== Directions for this task ==
Your task is to filter the entries and copy every line containing the string "roads".

[Dataset records]
::::::
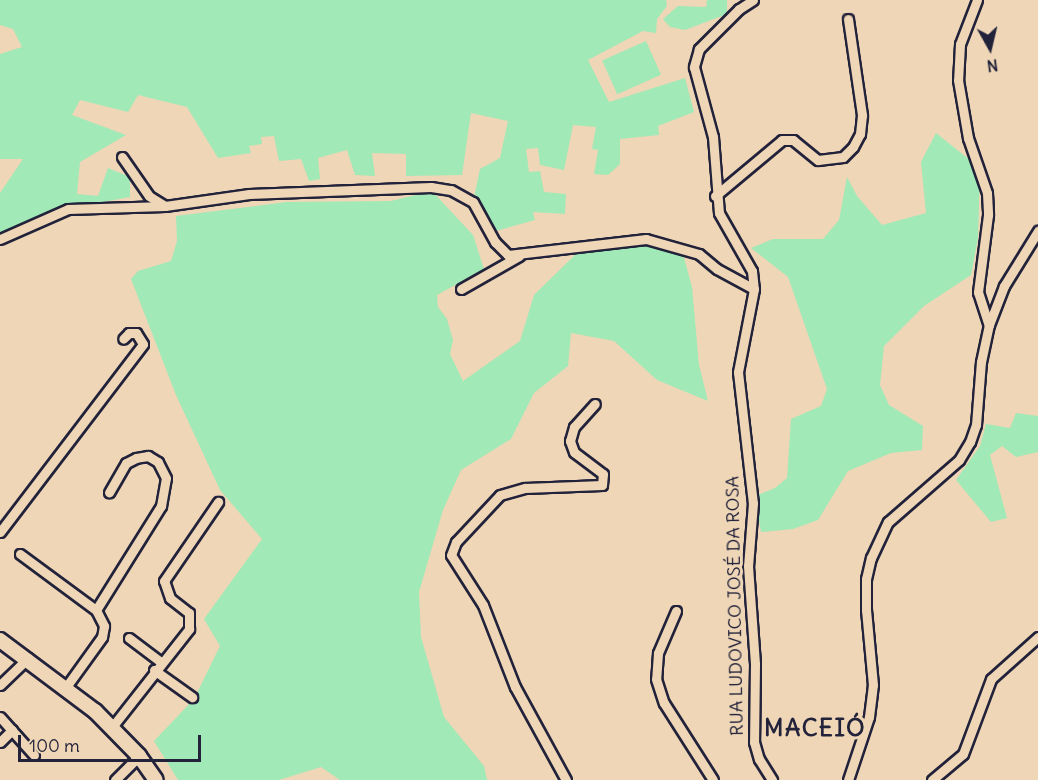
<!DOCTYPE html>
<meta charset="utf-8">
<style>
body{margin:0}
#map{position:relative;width:1038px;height:780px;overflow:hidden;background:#eed6b6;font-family:Delius,sans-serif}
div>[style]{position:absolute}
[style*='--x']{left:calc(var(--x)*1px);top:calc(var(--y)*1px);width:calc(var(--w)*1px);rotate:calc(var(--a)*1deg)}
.green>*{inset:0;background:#a1e9b7;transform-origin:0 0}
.roads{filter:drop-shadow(2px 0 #22223b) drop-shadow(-2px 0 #22223b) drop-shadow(0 2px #22223b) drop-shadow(0 -2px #22223b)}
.street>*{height:9px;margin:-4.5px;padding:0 4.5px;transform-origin:4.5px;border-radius:4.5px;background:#eed6b6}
.secondary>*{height:14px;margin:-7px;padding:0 7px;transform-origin:7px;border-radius:7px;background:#eed6b6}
span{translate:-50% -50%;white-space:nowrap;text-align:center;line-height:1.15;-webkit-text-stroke:6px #eed6b6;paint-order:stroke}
.street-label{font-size:18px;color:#22223b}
.district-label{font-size:24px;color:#22223b;font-weight:700;letter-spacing:1.5px}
.north{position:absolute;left:960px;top:18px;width:60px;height:60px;-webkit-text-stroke:4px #eed6b6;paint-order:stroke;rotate:172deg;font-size:16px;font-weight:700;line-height:24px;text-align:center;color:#22223b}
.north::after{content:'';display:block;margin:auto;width:21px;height:27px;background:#22223b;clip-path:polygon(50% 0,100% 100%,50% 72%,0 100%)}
.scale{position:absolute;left:18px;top:735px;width:183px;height:27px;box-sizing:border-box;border:3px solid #22223b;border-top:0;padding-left:8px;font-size:18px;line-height:21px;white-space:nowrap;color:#22223b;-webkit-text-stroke:4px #eed6b6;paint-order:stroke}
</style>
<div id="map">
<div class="green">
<i style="clip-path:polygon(0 0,666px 0,667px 6px,657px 19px,656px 33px,643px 31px,588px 60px,609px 102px,685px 78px,694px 112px,658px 126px,659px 135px,620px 139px,620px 164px,608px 175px,594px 174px,598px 150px,592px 149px,596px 127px,573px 125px,564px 170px,540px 165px,538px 148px,526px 149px,529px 172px,540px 171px,544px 192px,566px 194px,565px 214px,533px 212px,535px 220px,496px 231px,474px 197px,480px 169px,500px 158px,508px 121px,471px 113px,462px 175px,406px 176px,406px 154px,372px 153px,375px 176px,355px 175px,347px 150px,318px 158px,320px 179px,309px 181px,301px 159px,279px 161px,274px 136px,261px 137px,262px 144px,249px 146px,251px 153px,218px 158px,187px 107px,138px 95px,128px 112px,80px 100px,72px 115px,126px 135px,80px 162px,77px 194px,98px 196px,108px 168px,130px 177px,130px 197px,45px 213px,0 234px,0 193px,23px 159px,0 159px,0 54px,22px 47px,13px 29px,0 25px)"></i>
<i style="clip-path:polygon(707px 0,727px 0,727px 14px,685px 30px,670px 27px,663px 19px,678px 6px,706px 7px)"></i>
<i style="left:646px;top:41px;width:37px;height:48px;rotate:66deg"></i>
<i style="clip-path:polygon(936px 133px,980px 168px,978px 238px,971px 275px,924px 306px,884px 346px,880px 385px,889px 405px,923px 426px,922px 450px,891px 453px,848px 471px,818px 520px,793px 529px,761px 532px,755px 496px,775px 488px,787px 478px,791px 419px,821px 406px,827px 389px,788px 277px,751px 248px,773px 239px,823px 239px,839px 220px,847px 177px,857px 196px,882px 225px,926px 213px,921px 162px)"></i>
<i style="clip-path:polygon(432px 191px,473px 235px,484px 269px,437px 295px,438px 307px,447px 319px,453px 340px,450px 354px,463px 381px,520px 341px,534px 295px,580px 250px,639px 240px,683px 254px,692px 287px,699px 365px,708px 401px,657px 380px,614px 341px,571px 333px,568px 366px,534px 393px,511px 439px,461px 470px,443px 510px,419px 592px,421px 637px,444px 717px,484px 766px,487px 780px,340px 780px,321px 767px,279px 780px,178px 780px,154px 741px,194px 699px,220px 646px,204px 619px,262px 539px,220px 490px,176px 395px,131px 279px,138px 271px,171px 261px,177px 241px,176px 216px,287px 202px,391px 201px)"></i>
<i style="clip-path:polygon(1016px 413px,1038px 416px,1038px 452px,1016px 457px,1002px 446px,990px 455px,1007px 518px,991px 522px,956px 480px,980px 446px,986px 424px,1010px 428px)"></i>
</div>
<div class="roads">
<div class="street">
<i style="--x:753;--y:0;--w:17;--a:147"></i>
<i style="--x:739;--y:9;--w:57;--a:135"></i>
<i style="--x:699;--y:49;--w:19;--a:106"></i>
<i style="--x:694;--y:67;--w:73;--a:74.8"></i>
<i style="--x:713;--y:137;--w:76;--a:85.5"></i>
<i style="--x:719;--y:213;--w:67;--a:60.4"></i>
<i style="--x:752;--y:271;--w:18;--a:84"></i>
<i style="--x:754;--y:289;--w:85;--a:100.9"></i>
<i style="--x:738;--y:372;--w:132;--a:83.5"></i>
<i style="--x:753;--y:503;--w:63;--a:94.5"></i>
<i style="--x:748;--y:566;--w:98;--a:85.9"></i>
<i style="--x:755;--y:664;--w:78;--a:90.7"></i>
<i style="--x:754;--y:742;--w:18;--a:74"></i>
<i style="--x:759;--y:759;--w:25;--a:58"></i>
<i style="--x:977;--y:0;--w:47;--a:111.1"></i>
<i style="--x:960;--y:44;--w:36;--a:93"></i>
<i style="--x:958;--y:80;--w:59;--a:80.2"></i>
<i style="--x:968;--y:138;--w:58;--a:70.9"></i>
<i style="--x:987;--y:193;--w:22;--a:87"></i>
<i style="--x:988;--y:215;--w:78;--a:97.4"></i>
<i style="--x:978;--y:292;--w:35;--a:72"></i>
<i style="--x:122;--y:157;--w:47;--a:55.3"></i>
<i style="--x:149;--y:196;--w:19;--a:32"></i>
<i style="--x:165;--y:206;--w:85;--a:-8.1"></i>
<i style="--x:249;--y:194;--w:182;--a:-2.2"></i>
<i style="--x:431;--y:187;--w:20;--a:9"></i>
<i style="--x:451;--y:190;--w:25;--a:29"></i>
<i style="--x:473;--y:202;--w:46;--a:61.2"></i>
<i style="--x:495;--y:242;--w:18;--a:45"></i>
<i style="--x:508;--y:255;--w:139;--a:-6.6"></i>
<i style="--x:646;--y:239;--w:55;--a:15.8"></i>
<i style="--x:699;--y:254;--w:23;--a:40"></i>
<i style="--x:717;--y:269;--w:42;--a:28.4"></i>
<i style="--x:715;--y:196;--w:87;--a:-39.9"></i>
<i style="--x:782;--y:140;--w:11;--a:0"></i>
<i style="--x:793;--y:140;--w:32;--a:39"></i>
<i style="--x:818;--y:160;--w:25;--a:-7"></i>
<i style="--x:843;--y:157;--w:14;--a:-45"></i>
<i style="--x:853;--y:147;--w:15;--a:-62"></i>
<i style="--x:860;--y:134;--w:19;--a:-84"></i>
<i style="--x:862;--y:115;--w:97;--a:-98.3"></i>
<i style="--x:0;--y:239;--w:74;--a:-23.8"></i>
<i style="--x:68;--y:209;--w:97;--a:-1.8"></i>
<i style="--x:461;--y:289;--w:67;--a:-29.6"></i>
<i style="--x:0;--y:532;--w:236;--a:-52.7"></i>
<i style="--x:143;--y:344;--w:13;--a:-122"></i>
<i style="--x:136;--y:333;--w:7;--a:180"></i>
<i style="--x:129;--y:333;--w:8;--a:135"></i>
<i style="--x:20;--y:554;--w:94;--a:36.4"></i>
<i style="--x:96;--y:610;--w:18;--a:63"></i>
<i style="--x:104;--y:626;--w:11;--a:100"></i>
<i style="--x:102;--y:637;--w:62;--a:125.8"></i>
<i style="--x:96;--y:610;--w:123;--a:-58"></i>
<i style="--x:161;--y:506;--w:28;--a:-80"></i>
<i style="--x:166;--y:478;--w:18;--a:-117"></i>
<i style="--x:158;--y:462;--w:12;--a:-149"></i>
<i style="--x:148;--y:456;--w:12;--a:171"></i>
<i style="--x:136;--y:458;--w:11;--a:153"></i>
<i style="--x:126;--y:463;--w:34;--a:120"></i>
<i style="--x:676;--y:611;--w:46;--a:113.2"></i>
<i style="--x:658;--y:653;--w:26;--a:94"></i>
<i style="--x:656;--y:679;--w:25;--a:72"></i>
<i style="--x:664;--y:703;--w:91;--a:57.5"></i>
<i style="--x:129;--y:638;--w:39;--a:37"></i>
<i style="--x:154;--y:670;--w:47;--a:35.4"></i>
<i style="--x:0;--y:685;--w:39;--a:-44"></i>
<i style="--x:0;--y:717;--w:51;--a:48.2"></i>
<i style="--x:112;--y:727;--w:125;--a:-51.8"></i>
<i style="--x:189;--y:629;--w:16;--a:-90"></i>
<i style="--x:189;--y:613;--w:24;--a:-142"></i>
<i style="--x:170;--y:598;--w:18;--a:-109"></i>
<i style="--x:164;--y:581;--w:96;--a:-55.6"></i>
<i style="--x:0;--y:742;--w:17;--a:-45"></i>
<i style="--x:115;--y:780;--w:34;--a:-45"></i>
<i style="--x:566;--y:780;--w:106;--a:-118.7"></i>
<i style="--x:515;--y:687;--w:88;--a:-111.3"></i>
<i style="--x:483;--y:605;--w:59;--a:-122.6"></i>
<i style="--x:451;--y:555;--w:14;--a:-69"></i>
<i style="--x:456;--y:542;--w:64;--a:-46.9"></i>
<i style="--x:500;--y:495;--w:26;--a:-16"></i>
<i style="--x:525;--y:488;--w:77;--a:-2.2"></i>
<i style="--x:602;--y:485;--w:11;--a:-85"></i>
<i style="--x:603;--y:474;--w:36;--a:-143"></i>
<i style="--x:574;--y:452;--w:12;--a:-110"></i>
<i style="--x:570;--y:441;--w:15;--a:-74"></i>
<i style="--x:574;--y:427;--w:31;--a:-48"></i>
<i style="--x:848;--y:780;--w:66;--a:-71.6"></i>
<i style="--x:869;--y:717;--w:32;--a:-83"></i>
<i style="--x:873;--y:685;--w:75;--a:-95.3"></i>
<i style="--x:866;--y:610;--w:31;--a:-90"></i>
<i style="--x:866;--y:579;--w:22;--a:-77"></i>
<i style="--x:871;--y:558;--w:40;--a:-65"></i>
<i style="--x:888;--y:522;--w:94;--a:-41.1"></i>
<i style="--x:959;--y:460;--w:21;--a:-59"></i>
<i style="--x:970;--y:442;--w:18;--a:-71"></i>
<i style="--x:976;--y:425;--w:63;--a:-85.5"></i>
<i style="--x:981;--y:362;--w:38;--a:-78"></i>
<i style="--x:989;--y:325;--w:42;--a:-69"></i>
<i style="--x:1004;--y:286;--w:65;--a:-58.3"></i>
<i style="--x:932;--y:780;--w:40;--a:-40"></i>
<i style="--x:963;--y:754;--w:80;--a:-69.5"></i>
<i style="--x:991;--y:679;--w:63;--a:-41.8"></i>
</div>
<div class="secondary">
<i style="--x:0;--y:640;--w:119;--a:36.8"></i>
<i style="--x:95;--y:711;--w:63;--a:45.6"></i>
<i style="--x:139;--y:756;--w:29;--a:55"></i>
</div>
</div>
<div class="street-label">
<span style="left:735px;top:606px;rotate:-91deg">RUA LUDOVICO JOSÉ DA ROSA</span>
</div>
<div class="district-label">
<span style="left:815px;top:728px">MACEIÓ</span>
</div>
<div class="north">N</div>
<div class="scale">100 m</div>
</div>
::::::
== Exercise result ==
.roads{filter:drop-shadow(2px 0 #22223b) drop-shadow(-2px 0 #22223b) drop-shadow(0 2px #22223b) drop-shadow(0 -2px #22223b)}
<div class="roads">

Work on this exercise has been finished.